[Data entries]
- - - -

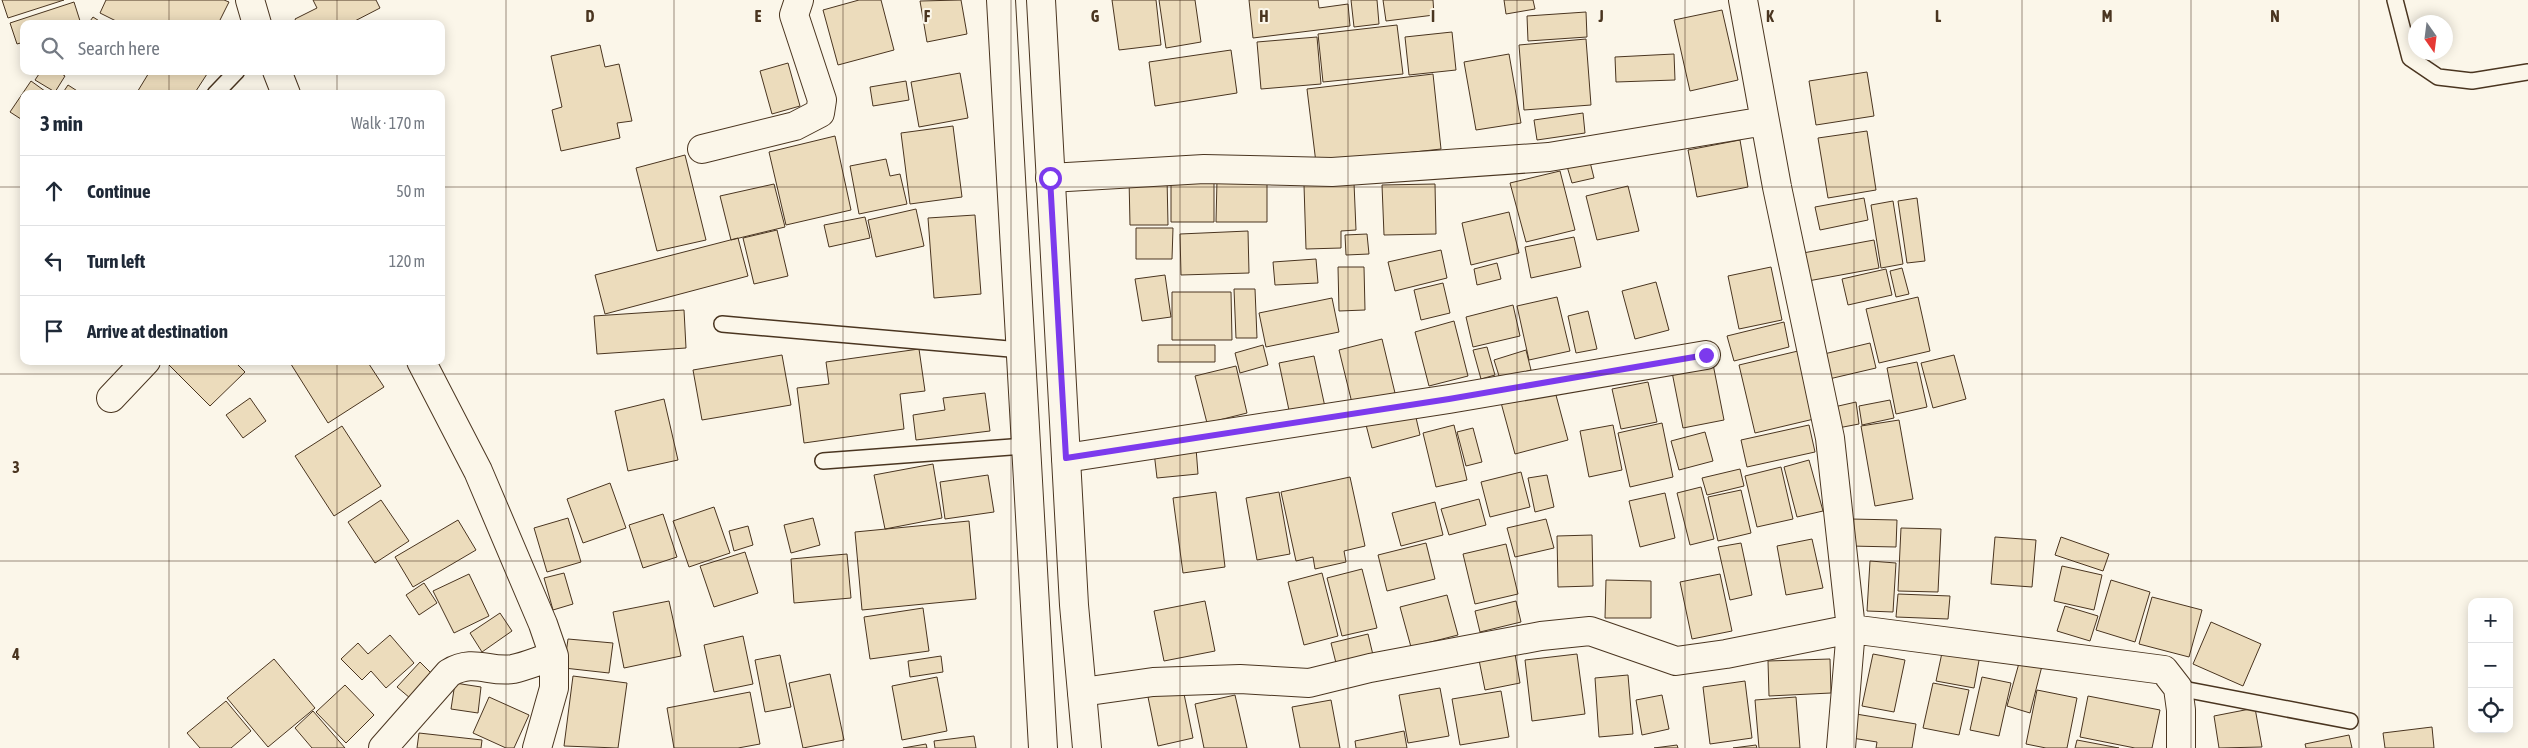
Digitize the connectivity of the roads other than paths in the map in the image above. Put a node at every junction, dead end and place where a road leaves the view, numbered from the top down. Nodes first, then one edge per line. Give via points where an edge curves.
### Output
1 (250, 0) edge
2 (799, 0) edge
3 (1001, 0) edge
4 (1041, 0) edge
5 (1743, 0) edge
6 (2395, 0) edge
7 (256, 20) edge
8 (2528, 72) edge
9 (233, 75) edge
10 (279, 75) edge
11 (219, 90) edge
12 (284, 90) edge
13 (1765, 121) junction
14 (702, 150) dead end
15 (1050, 178) junction
16 (722, 324) dead end
17 (1020, 350) junction
18 (1706, 355) dead end
19 (142, 365) edge
20 (423, 365) edge
21 (112, 398) dead end
22 (1026, 446) junction
23 (1066, 458) junction
24 (823, 461) dead end
25 (1850, 630) junction
26 (554, 656) junction
27 (2178, 688) junction
28 (1082, 692) junction
29 (2350, 721) dead end
30 (383, 748) edge
31 (537, 748) edge
32 (1043, 748) edge
33 (1087, 748) edge
34 (1841, 748) edge
35 (2181, 748) edge

1 - 7 street
2 - 14 street via 794,15 822,100 820,113 795,126
3 - 17 street
4 - 15 street
5 - 13 street
6 - 8 lane via 2410,58 2438,77 2472,81
9 - 11 lane
10 - 12 street
13 - 15 street via 1550,157 1332,172 1204,169
13 - 25 street via 1830,438
15 - 23 street
16 - 17 lane
17 - 22 street
18 - 23 street
19 - 21 street
20 - 26 street via 478,471
22 - 24 lane
22 - 32 street
23 - 28 street
25 - 27 street via 2164,670
25 - 28 street via 1676,661 1590,631 1541,636 1370,668 1309,683 1240,679 1153,682
25 - 34 street
26 - 30 street via 512,669 460,667 449,674
26 - 31 street via 554,688
27 - 29 lane
27 - 35 street
28 - 33 street

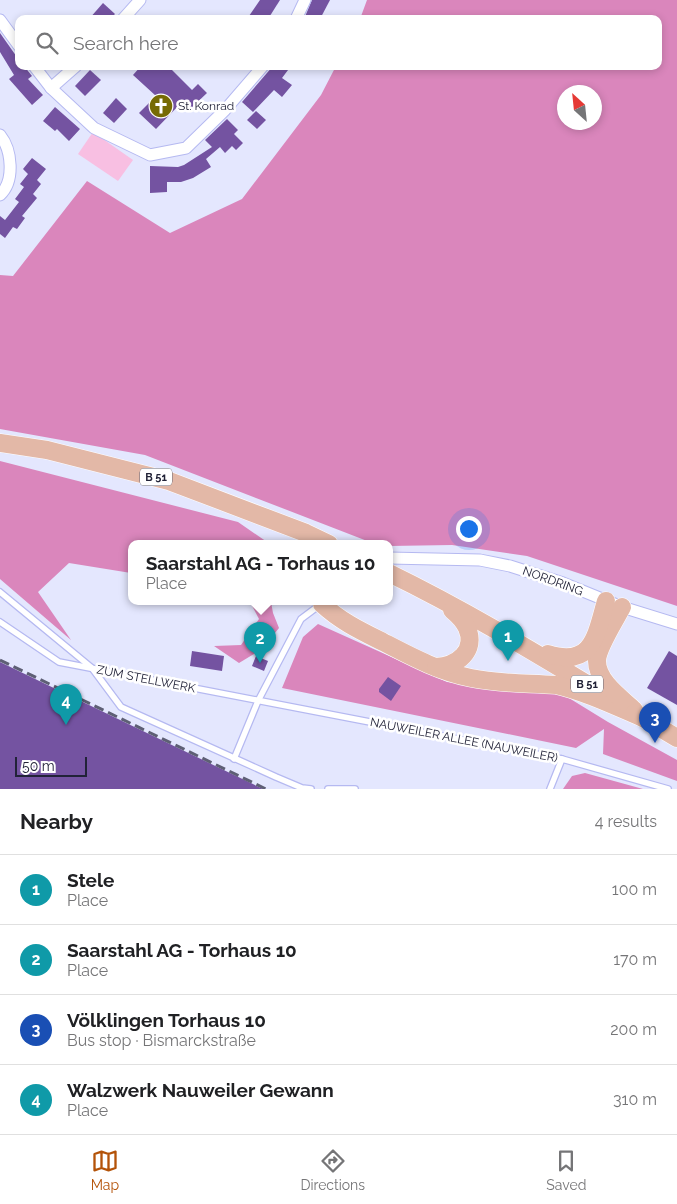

- - - -

What is needed: Every line of the records above must reappear exactly, though the pictures must not.

Written answer:
Digitize the connectivity of the roads other than paths in the map in the image above. Put a node at every junction, dead end and place where a road leaves the view, numbered from the top down. Nodes first, then one edge per line. Give via points where an edge curves.
### Output
1 (250, 0) edge
2 (799, 0) edge
3 (1001, 0) edge
4 (1041, 0) edge
5 (1743, 0) edge
6 (2395, 0) edge
7 (256, 20) edge
8 (2528, 72) edge
9 (233, 75) edge
10 (279, 75) edge
11 (219, 90) edge
12 (284, 90) edge
13 (1765, 121) junction
14 (702, 150) dead end
15 (1050, 178) junction
16 (722, 324) dead end
17 (1020, 350) junction
18 (1706, 355) dead end
19 (142, 365) edge
20 (423, 365) edge
21 (112, 398) dead end
22 (1026, 446) junction
23 (1066, 458) junction
24 (823, 461) dead end
25 (1850, 630) junction
26 (554, 656) junction
27 (2178, 688) junction
28 (1082, 692) junction
29 (2350, 721) dead end
30 (383, 748) edge
31 (537, 748) edge
32 (1043, 748) edge
33 (1087, 748) edge
34 (1841, 748) edge
35 (2181, 748) edge

1 - 7 street
2 - 14 street via 794,15 822,100 820,113 795,126
3 - 17 street
4 - 15 street
5 - 13 street
6 - 8 lane via 2410,58 2438,77 2472,81
9 - 11 lane
10 - 12 street
13 - 15 street via 1550,157 1332,172 1204,169
13 - 25 street via 1830,438
15 - 23 street
16 - 17 lane
17 - 22 street
18 - 23 street
19 - 21 street
20 - 26 street via 478,471
22 - 24 lane
22 - 32 street
23 - 28 street
25 - 27 street via 2164,670
25 - 28 street via 1676,661 1590,631 1541,636 1370,668 1309,683 1240,679 1153,682
25 - 34 street
26 - 30 street via 512,669 460,667 449,674
26 - 31 street via 554,688
27 - 29 lane
27 - 35 street
28 - 33 street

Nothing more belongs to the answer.